Paradoxal timing functions

I have a function to compute the time spent in a block:

import collection.mutable.{Map => MMap}
var timeTotalMap = MMap[String, Long]()
var numMap = MMap[String, Float]()
var averageMsMap = MMap[String, Float]()
def time[T](key: String)(block: =>T): T = {
  val start = System.nanoTime()
  val res = block
  val total = System.nanoTime - start
  timeTotalMap(key) = timeTotalMap.getOrElse(key, 0L) + total
  numMap(key) = numMap.getOrElse(key, 0f) + 1
  averageMsMap(key) = timeTotalMap(key)/1000000000f/numMap(key)
  res
}

I am timing a function and the place where it is called in one place.

time("outerpos") { intersectPos(a, b) }

and the function itself starts with:

def intersectPos(p1: SPosition, p2: SPosition)(implicit unify: Option[Identifier] =None): SPosition
    = time("innerpos") {(p1, p2) match {
   ...
}

When I display the nano times for each key (timeTotalMap), I get (added spaces for lisibility)

outerpos->  37 870 034 714
innerpos->      53 647 956

It means that the total execution time of innerpos is 1000 less than the one of outerpos.

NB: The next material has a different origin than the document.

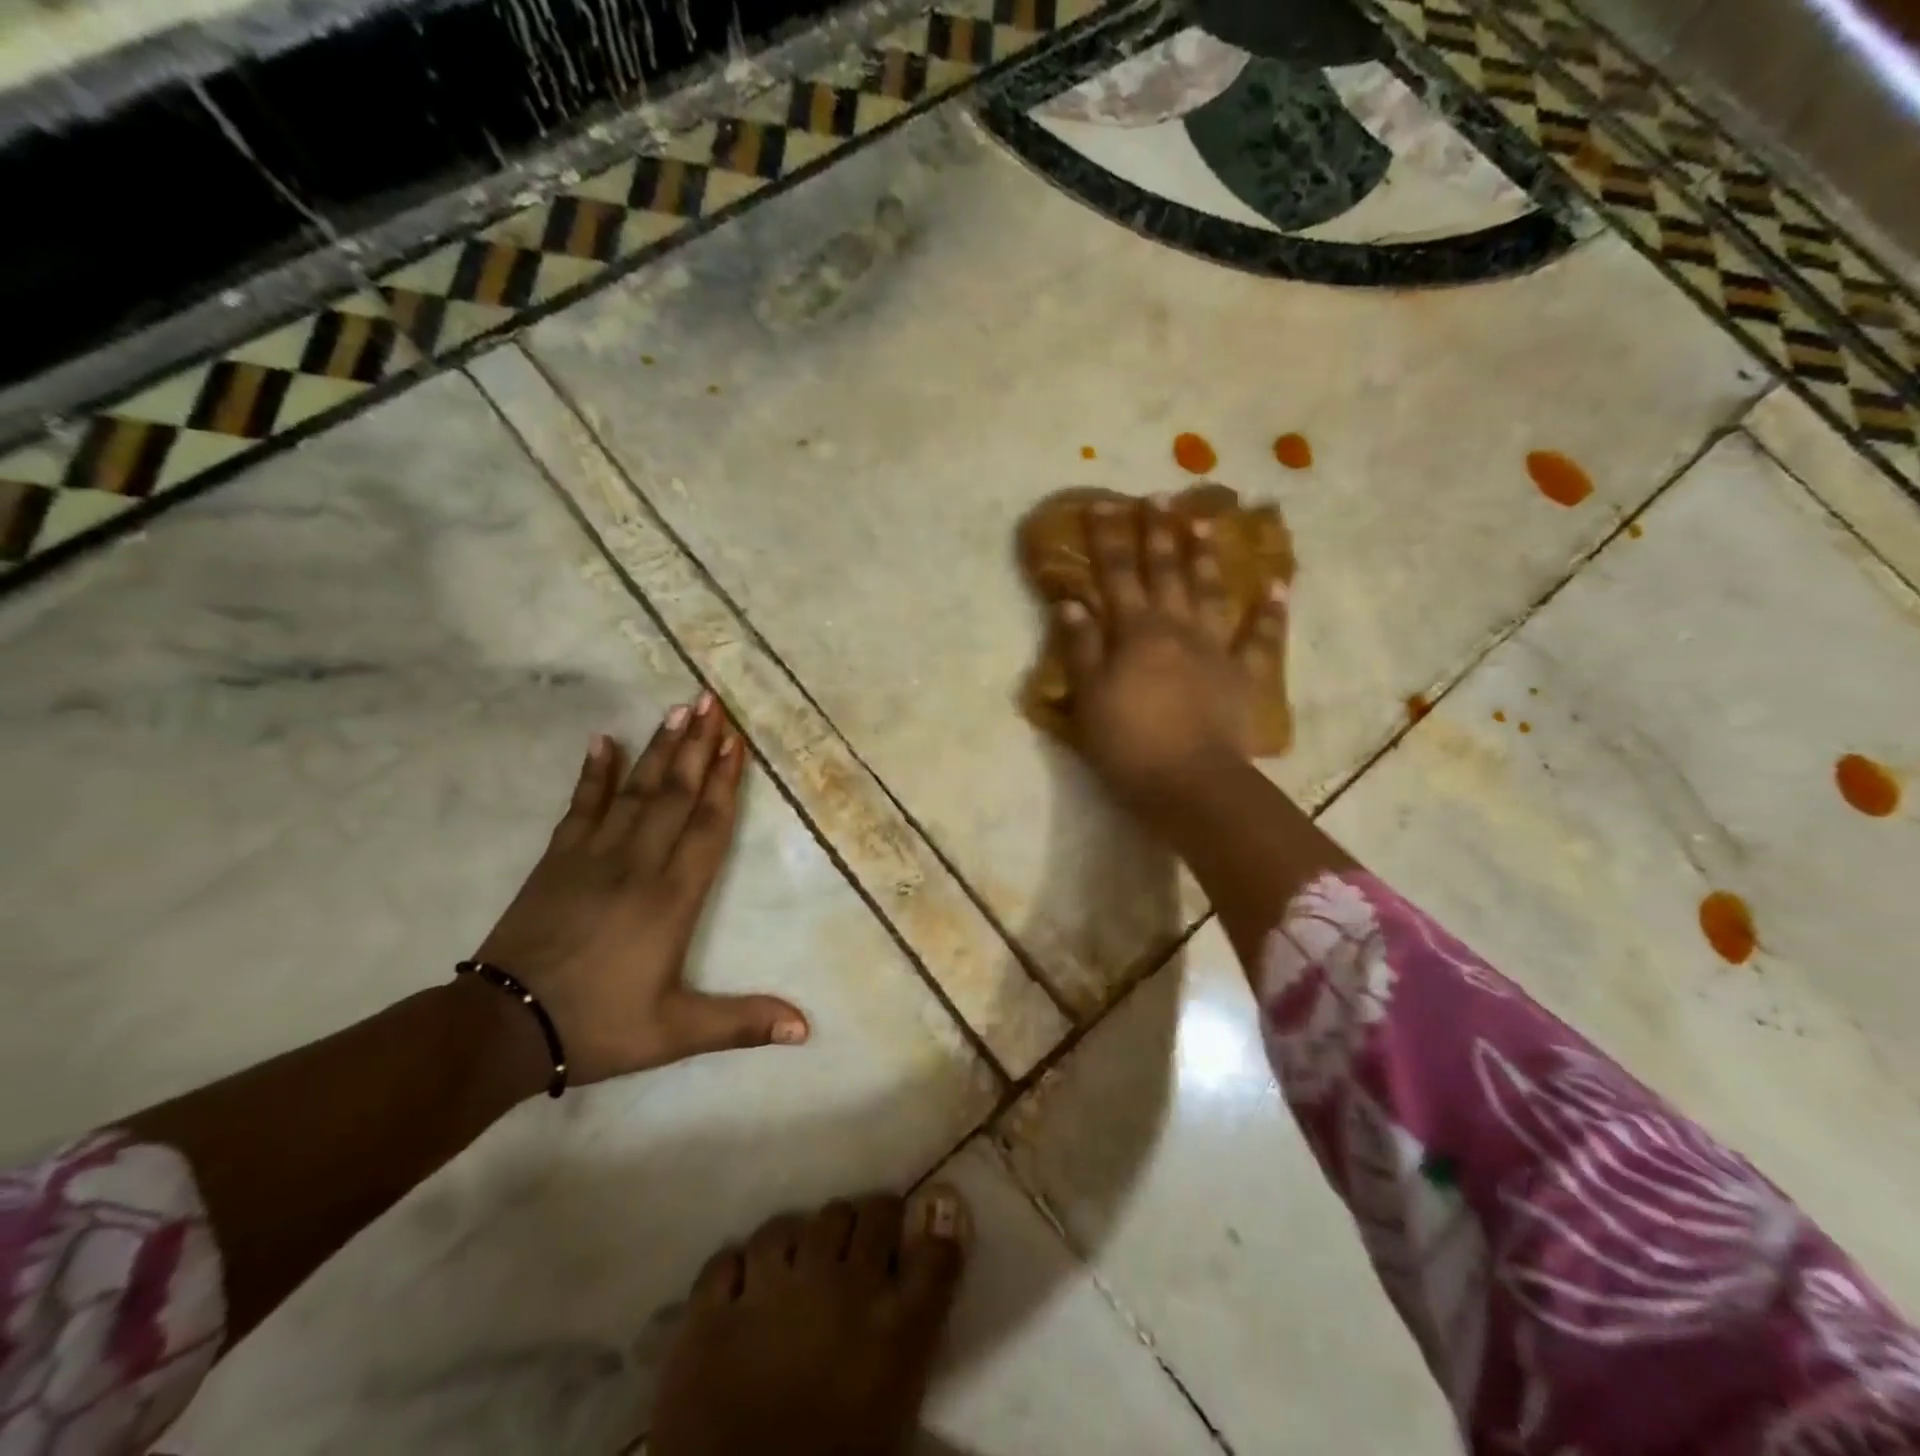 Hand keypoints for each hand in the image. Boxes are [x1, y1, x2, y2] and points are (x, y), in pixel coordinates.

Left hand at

What ! there is a factor 1000 between the two ? And its says that the outer call takes 1000x more time than all the inner functions? am I missing something or is there a memory leaking ghost somewhere ?

Update

When I compare the number of execution for each block (numMap), I find the following:

outerpos -> 362878
innerpos -> 21764

This is paradoxal. Even if intersectPos is called somewhere else, shouldn't the number of times it is called be as great as the number of times outerpos is called?

EDIT

If I move the line numMap(key) = numMap.getOrElse(key, 0f) + 1 to the top of the time functinon, then these numbers become approximately equal.

Solution

nanoTime on JVM is considered safe but not very accurate. Here are some good reads:

Is System.nanoTime() completely useless?

System.currentTimeMillis vs System.nanoTime

Basically your test will suffer from timer inaccuracy. One way to work around that would be to call time("outerpos") for a quite a long time (note JIT compiler optimization might kick in at some point) and measure start and end times only once. Take an average and repeat with time("innerpos"). That's all I could think of. Still not the best test ever ;)